Directions: If a line in the data holds the string "lane", list it.
··· Supplied entries ···
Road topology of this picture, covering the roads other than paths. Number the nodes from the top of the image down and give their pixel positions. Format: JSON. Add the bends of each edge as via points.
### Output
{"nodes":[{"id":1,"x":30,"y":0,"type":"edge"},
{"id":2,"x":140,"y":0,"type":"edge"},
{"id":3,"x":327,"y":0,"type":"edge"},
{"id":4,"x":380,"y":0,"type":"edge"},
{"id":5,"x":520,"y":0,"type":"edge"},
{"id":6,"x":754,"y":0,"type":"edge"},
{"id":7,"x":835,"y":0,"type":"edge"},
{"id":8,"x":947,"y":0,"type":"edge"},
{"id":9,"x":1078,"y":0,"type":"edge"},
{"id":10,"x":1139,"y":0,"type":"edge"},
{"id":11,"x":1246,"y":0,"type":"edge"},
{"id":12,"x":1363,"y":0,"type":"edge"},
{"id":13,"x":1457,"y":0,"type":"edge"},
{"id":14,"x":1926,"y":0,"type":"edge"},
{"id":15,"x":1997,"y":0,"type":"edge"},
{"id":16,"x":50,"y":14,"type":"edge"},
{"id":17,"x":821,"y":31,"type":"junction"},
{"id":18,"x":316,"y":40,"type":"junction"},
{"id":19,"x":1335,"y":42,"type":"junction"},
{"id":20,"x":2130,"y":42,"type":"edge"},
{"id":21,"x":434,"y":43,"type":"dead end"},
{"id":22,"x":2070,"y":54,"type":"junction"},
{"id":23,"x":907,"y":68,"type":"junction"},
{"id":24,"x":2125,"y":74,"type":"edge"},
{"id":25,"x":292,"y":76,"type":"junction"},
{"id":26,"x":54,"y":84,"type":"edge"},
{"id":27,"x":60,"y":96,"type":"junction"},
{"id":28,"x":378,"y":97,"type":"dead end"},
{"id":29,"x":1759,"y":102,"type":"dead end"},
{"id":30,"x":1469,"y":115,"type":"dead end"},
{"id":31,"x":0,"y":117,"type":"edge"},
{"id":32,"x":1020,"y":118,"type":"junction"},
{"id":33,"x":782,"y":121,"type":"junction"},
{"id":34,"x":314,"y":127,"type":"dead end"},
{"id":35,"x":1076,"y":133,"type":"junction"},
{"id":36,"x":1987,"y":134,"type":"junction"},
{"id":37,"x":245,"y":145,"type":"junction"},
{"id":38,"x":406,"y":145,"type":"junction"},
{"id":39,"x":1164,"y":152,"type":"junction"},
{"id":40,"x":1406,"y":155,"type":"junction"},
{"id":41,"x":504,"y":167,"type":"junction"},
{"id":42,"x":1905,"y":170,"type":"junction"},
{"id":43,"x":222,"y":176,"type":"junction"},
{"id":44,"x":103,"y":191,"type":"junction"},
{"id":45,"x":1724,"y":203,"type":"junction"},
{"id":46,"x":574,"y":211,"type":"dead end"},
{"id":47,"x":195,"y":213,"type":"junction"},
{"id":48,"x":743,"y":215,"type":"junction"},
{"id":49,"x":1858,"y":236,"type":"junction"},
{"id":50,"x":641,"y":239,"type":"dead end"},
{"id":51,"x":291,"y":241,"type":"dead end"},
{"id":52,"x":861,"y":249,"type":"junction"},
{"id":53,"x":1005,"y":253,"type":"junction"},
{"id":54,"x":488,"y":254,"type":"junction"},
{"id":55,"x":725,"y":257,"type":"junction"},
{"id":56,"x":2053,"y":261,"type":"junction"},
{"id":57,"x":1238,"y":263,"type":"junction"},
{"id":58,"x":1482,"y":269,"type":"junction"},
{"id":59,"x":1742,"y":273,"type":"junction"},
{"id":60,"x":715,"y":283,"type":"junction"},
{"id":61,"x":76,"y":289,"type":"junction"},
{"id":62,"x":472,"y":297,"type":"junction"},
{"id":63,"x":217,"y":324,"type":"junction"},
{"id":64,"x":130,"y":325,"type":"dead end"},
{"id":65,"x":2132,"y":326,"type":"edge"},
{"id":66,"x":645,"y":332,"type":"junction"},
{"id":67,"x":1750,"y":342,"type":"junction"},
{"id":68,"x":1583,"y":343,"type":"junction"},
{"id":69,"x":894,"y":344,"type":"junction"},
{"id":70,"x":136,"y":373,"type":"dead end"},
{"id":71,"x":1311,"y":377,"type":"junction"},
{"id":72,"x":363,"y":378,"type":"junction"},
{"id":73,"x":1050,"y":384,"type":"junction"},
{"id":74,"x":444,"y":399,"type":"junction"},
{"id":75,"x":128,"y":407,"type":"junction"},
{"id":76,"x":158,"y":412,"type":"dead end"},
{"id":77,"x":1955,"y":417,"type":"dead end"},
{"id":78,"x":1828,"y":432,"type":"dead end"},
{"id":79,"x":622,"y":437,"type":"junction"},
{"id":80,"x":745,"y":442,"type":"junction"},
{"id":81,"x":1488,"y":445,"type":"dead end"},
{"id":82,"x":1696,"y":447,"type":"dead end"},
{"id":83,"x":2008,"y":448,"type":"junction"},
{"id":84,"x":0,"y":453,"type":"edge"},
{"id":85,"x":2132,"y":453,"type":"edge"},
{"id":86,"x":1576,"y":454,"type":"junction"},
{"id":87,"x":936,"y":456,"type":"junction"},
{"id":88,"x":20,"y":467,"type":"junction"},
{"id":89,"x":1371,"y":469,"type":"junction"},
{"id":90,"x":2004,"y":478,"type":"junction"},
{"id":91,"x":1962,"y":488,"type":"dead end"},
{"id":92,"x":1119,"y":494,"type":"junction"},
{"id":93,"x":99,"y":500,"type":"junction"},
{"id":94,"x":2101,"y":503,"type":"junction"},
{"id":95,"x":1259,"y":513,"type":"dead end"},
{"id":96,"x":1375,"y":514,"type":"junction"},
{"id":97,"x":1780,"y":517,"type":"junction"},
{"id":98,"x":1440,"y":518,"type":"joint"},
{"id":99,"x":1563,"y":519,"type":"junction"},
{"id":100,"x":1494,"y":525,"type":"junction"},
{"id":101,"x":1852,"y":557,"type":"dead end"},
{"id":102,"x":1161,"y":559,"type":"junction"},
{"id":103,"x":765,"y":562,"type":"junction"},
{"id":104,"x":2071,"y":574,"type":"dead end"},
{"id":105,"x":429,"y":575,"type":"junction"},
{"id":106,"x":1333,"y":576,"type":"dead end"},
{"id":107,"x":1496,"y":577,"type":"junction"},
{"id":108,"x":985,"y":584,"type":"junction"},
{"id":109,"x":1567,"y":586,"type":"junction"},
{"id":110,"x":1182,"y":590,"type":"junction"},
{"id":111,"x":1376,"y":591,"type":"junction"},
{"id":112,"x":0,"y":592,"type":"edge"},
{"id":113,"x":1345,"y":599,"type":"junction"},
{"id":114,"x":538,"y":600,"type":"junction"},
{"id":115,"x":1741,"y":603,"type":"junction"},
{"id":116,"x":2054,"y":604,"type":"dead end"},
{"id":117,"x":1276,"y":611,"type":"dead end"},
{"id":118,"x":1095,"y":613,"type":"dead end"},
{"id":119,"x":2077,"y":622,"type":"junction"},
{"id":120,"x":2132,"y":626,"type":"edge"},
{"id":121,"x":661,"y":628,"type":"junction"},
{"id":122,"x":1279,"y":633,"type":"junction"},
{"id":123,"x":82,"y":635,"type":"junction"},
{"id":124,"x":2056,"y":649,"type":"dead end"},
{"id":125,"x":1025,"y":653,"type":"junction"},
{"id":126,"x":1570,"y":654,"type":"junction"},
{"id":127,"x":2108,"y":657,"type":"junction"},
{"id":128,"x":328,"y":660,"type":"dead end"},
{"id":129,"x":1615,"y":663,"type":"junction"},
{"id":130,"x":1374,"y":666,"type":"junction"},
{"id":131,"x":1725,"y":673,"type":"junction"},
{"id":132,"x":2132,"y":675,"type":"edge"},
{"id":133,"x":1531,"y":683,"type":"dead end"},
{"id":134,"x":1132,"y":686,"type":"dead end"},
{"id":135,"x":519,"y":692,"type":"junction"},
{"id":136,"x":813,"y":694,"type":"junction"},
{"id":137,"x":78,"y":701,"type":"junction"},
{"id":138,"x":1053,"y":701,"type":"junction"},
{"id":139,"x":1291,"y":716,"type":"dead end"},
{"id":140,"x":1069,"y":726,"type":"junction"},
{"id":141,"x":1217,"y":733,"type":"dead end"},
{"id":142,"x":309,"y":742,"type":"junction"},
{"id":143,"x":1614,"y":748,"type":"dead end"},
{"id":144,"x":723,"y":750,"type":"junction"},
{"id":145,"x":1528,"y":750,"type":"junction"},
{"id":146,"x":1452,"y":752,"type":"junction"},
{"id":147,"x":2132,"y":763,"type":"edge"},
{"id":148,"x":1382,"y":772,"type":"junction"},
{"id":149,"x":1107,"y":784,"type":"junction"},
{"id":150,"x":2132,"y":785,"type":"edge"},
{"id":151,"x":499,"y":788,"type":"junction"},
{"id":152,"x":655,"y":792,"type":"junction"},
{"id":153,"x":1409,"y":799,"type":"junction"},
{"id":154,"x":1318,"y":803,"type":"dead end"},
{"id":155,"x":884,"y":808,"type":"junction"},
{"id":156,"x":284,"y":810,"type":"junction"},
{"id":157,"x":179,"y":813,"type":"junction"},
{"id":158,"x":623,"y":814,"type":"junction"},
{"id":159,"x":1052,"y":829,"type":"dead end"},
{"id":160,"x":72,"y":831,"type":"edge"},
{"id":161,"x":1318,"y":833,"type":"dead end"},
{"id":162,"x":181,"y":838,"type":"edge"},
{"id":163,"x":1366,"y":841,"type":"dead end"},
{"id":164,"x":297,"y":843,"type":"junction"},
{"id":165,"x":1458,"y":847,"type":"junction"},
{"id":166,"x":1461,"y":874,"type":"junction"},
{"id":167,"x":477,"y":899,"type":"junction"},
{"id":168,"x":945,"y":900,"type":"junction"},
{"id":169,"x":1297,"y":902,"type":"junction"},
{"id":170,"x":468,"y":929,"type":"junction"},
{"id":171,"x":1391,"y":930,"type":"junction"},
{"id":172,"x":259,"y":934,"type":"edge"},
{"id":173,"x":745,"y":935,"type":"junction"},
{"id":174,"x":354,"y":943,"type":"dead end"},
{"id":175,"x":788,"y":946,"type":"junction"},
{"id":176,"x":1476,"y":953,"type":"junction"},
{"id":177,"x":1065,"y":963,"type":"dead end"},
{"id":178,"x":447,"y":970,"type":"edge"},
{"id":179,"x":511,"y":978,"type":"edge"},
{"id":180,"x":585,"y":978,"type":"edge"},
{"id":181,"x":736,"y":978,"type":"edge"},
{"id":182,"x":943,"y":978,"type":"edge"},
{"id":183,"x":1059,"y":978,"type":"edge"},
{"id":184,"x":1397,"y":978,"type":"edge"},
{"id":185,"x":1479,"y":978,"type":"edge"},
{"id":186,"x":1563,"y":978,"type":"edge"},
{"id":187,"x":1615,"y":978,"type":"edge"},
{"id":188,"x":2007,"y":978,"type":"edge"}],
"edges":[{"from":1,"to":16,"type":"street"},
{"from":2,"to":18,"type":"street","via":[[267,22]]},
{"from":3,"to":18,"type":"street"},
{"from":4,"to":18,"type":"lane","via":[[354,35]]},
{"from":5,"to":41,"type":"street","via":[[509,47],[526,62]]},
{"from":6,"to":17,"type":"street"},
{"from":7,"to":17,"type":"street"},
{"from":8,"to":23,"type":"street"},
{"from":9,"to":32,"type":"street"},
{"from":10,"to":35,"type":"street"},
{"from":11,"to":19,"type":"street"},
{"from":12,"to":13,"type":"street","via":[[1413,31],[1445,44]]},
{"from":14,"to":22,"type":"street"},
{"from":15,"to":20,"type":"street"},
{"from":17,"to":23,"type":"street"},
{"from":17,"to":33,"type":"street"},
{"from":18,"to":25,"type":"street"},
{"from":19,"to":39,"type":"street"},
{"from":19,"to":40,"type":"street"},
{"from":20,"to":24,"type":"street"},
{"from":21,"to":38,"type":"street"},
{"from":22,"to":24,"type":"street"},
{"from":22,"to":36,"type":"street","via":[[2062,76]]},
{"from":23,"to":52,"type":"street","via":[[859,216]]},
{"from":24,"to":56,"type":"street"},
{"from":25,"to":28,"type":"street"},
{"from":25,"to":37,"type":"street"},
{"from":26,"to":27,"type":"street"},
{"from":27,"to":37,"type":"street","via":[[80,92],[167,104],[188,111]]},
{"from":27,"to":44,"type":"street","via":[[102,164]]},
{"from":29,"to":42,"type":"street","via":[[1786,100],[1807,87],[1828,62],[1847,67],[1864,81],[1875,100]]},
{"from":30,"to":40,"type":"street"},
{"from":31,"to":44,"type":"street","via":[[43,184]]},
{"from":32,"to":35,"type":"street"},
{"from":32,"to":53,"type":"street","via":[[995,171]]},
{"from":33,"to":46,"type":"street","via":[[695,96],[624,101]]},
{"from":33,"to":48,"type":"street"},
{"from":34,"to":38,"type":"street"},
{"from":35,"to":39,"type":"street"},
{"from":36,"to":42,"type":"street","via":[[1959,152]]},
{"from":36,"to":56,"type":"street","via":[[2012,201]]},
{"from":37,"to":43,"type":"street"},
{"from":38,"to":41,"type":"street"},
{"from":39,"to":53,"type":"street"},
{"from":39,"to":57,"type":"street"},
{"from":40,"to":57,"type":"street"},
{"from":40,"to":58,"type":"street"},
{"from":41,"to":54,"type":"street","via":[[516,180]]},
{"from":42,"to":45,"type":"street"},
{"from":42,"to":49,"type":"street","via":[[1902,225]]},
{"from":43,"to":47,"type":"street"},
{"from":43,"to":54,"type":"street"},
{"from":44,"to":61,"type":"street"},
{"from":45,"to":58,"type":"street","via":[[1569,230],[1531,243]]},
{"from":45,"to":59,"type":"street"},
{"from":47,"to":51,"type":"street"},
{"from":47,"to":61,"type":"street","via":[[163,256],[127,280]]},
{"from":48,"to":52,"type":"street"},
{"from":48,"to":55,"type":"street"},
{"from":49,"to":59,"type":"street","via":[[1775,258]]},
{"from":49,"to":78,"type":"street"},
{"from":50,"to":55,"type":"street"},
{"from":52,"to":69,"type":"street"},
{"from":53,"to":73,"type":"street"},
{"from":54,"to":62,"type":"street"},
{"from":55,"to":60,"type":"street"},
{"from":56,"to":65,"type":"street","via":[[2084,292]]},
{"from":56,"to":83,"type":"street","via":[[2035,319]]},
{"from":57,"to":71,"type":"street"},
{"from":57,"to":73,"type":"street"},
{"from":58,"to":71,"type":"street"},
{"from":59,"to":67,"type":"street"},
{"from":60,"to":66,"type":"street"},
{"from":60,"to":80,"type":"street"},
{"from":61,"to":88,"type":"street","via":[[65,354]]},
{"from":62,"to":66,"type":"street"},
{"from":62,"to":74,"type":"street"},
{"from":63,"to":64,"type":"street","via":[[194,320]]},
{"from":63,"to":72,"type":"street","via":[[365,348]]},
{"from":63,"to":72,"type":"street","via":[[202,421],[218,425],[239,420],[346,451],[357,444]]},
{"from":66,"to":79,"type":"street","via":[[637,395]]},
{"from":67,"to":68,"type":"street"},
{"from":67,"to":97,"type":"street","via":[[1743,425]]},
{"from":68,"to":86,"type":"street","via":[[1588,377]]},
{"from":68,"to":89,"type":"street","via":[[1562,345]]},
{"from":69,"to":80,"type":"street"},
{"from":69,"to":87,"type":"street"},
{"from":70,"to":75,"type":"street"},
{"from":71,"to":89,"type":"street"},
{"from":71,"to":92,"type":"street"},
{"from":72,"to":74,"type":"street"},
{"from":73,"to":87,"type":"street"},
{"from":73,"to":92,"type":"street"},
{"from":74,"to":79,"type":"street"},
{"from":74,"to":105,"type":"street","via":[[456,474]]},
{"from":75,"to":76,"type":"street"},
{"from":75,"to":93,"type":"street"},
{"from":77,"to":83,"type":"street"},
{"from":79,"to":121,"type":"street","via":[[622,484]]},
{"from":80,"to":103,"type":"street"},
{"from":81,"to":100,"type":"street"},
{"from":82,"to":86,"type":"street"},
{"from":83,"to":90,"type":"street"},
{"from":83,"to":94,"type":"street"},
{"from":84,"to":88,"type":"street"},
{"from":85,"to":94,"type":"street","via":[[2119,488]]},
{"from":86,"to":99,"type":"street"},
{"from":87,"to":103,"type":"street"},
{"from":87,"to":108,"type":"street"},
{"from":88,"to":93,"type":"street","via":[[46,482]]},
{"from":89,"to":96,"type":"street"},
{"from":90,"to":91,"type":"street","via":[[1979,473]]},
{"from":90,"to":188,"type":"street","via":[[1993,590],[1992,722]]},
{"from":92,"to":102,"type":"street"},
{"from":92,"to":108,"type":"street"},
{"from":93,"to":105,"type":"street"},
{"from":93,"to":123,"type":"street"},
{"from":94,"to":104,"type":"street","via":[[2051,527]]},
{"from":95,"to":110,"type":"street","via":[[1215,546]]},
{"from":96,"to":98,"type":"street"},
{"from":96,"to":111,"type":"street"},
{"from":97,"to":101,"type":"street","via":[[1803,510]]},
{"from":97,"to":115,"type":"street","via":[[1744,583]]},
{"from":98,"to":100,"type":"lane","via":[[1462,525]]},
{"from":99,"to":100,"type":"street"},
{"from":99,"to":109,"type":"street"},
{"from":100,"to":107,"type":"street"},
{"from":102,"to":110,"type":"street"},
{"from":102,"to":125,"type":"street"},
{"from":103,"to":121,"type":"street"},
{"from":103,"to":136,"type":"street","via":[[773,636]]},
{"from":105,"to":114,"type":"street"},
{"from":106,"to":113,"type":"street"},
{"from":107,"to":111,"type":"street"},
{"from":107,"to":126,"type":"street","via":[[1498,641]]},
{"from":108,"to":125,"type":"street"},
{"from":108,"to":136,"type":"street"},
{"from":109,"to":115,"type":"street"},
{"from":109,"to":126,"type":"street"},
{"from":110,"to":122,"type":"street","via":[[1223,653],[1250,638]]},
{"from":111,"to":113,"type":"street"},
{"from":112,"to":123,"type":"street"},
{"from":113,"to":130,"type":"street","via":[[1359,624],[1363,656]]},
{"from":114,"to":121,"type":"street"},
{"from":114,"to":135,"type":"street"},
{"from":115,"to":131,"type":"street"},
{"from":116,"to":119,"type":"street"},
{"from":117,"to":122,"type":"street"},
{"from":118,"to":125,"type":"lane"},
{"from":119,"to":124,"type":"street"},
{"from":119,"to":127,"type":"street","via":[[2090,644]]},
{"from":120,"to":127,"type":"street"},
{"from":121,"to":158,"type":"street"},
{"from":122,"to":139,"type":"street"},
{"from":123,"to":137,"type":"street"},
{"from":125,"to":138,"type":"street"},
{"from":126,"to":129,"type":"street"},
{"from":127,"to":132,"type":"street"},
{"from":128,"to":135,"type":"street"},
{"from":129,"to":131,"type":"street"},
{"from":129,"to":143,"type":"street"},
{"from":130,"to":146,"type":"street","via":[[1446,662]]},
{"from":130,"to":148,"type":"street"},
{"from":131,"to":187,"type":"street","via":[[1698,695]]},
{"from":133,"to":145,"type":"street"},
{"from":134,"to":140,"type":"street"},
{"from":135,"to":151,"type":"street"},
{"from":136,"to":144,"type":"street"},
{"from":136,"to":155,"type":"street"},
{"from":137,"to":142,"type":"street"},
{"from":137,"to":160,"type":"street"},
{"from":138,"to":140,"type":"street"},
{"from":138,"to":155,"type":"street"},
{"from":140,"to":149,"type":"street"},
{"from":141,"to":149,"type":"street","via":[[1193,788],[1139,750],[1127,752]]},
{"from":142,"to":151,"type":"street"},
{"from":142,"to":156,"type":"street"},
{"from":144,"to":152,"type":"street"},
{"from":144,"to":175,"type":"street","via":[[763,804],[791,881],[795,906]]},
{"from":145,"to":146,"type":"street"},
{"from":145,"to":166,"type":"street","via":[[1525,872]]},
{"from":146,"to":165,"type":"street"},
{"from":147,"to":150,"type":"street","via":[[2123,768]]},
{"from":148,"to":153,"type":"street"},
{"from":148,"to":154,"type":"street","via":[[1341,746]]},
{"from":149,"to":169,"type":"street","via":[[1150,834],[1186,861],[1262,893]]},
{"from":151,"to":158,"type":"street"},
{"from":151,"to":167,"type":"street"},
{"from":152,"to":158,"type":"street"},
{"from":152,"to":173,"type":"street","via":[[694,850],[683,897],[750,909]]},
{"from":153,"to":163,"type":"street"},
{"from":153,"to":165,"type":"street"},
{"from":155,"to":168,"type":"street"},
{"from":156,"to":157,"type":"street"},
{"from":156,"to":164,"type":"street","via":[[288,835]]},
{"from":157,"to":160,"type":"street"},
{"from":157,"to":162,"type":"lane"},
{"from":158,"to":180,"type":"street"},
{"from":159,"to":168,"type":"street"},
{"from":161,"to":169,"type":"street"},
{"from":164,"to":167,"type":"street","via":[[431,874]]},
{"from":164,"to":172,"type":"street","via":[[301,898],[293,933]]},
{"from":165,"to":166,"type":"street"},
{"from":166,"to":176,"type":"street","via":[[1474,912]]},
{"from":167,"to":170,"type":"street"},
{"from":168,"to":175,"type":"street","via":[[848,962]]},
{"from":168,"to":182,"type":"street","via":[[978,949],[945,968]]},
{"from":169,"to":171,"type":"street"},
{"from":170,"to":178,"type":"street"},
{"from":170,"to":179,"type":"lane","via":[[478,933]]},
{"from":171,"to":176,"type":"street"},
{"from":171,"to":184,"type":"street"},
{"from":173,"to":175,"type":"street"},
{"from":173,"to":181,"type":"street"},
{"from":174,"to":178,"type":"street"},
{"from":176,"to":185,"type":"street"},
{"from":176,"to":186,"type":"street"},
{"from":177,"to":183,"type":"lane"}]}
···
Result:
{"from":4,"to":18,"type":"lane","via":[[354,35]]},
{"from":98,"to":100,"type":"lane","via":[[1462,525]]},
{"from":118,"to":125,"type":"lane"},
{"from":157,"to":162,"type":"lane"},
{"from":170,"to":179,"type":"lane","via":[[478,933]]},
{"from":177,"to":183,"type":"lane"}]}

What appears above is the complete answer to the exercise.